**DIRECTIONS FOR THIS TASK**.
Nothing in the records may be altered. Repeat them in full.

**INFORMATION SUPPLIED**.
----

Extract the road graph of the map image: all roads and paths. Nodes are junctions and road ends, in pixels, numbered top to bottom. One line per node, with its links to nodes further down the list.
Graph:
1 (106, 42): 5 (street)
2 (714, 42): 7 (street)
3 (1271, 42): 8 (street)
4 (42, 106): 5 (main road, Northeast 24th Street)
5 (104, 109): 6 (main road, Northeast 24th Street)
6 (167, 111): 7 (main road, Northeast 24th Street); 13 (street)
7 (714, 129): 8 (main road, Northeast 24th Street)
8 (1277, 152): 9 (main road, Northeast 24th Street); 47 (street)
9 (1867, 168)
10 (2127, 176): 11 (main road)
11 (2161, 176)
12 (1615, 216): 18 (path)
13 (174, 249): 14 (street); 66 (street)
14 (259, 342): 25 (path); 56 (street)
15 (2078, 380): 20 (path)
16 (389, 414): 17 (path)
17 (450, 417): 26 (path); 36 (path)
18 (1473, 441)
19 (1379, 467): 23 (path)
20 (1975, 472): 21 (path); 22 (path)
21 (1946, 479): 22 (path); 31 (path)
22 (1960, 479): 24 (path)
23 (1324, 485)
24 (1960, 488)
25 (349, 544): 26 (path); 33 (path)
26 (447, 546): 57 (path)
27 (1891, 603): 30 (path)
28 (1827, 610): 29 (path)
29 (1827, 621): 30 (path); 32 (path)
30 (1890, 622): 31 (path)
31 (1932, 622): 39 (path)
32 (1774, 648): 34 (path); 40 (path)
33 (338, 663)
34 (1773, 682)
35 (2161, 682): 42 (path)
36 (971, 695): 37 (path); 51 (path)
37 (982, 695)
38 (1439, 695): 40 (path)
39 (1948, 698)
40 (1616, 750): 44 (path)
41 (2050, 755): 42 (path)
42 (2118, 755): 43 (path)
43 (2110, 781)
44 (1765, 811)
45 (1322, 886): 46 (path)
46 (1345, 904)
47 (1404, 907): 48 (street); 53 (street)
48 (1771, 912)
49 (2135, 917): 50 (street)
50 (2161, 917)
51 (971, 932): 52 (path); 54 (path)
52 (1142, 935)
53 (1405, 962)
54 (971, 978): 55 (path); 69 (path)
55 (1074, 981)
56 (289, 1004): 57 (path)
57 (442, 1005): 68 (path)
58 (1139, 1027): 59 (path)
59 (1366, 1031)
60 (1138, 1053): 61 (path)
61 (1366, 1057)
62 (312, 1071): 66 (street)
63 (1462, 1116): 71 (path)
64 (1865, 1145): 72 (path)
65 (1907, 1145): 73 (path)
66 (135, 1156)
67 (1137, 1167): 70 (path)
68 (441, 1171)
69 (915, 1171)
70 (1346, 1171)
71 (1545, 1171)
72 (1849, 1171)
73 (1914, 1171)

----

**TASK OUTPUT**.
Extract the road graph of the map image: all roads and paths. Nodes are junctions and road ends, in pixels, numbered top to bottom. One line per node, with its links to nodes further down the list.
Graph:
1 (106, 42): 5 (street)
2 (714, 42): 7 (street)
3 (1271, 42): 8 (street)
4 (42, 106): 5 (main road, Northeast 24th Street)
5 (104, 109): 6 (main road, Northeast 24th Street)
6 (167, 111): 7 (main road, Northeast 24th Street); 13 (street)
7 (714, 129): 8 (main road, Northeast 24th Street)
8 (1277, 152): 9 (main road, Northeast 24th Street); 47 (street)
9 (1867, 168)
10 (2127, 176): 11 (main road)
11 (2161, 176)
12 (1615, 216): 18 (path)
13 (174, 249): 14 (street); 66 (street)
14 (259, 342): 25 (path); 56 (street)
15 (2078, 380): 20 (path)
16 (389, 414): 17 (path)
17 (450, 417): 26 (path); 36 (path)
18 (1473, 441)
19 (1379, 467): 23 (path)
20 (1975, 472): 21 (path); 22 (path)
21 (1946, 479): 22 (path); 31 (path)
22 (1960, 479): 24 (path)
23 (1324, 485)
24 (1960, 488)
25 (349, 544): 26 (path); 33 (path)
26 (447, 546): 57 (path)
27 (1891, 603): 30 (path)
28 (1827, 610): 29 (path)
29 (1827, 621): 30 (path); 32 (path)
30 (1890, 622): 31 (path)
31 (1932, 622): 39 (path)
32 (1774, 648): 34 (path); 40 (path)
33 (338, 663)
34 (1773, 682)
35 (2161, 682): 42 (path)
36 (971, 695): 37 (path); 51 (path)
37 (982, 695)
38 (1439, 695): 40 (path)
39 (1948, 698)
40 (1616, 750): 44 (path)
41 (2050, 755): 42 (path)
42 (2118, 755): 43 (path)
43 (2110, 781)
44 (1765, 811)
45 (1322, 886): 46 (path)
46 (1345, 904)
47 (1404, 907): 48 (street); 53 (street)
48 (1771, 912)
49 (2135, 917): 50 (street)
50 (2161, 917)
51 (971, 932): 52 (path); 54 (path)
52 (1142, 935)
53 (1405, 962)
54 (971, 978): 55 (path); 69 (path)
55 (1074, 981)
56 (289, 1004): 57 (path)
57 (442, 1005): 68 (path)
58 (1139, 1027): 59 (path)
59 (1366, 1031)
60 (1138, 1053): 61 (path)
61 (1366, 1057)
62 (312, 1071): 66 (street)
63 (1462, 1116): 71 (path)
64 (1865, 1145): 72 (path)
65 (1907, 1145): 73 (path)
66 (135, 1156)
67 (1137, 1167): 70 (path)
68 (441, 1171)
69 (915, 1171)
70 (1346, 1171)
71 (1545, 1171)
72 (1849, 1171)
73 (1914, 1171)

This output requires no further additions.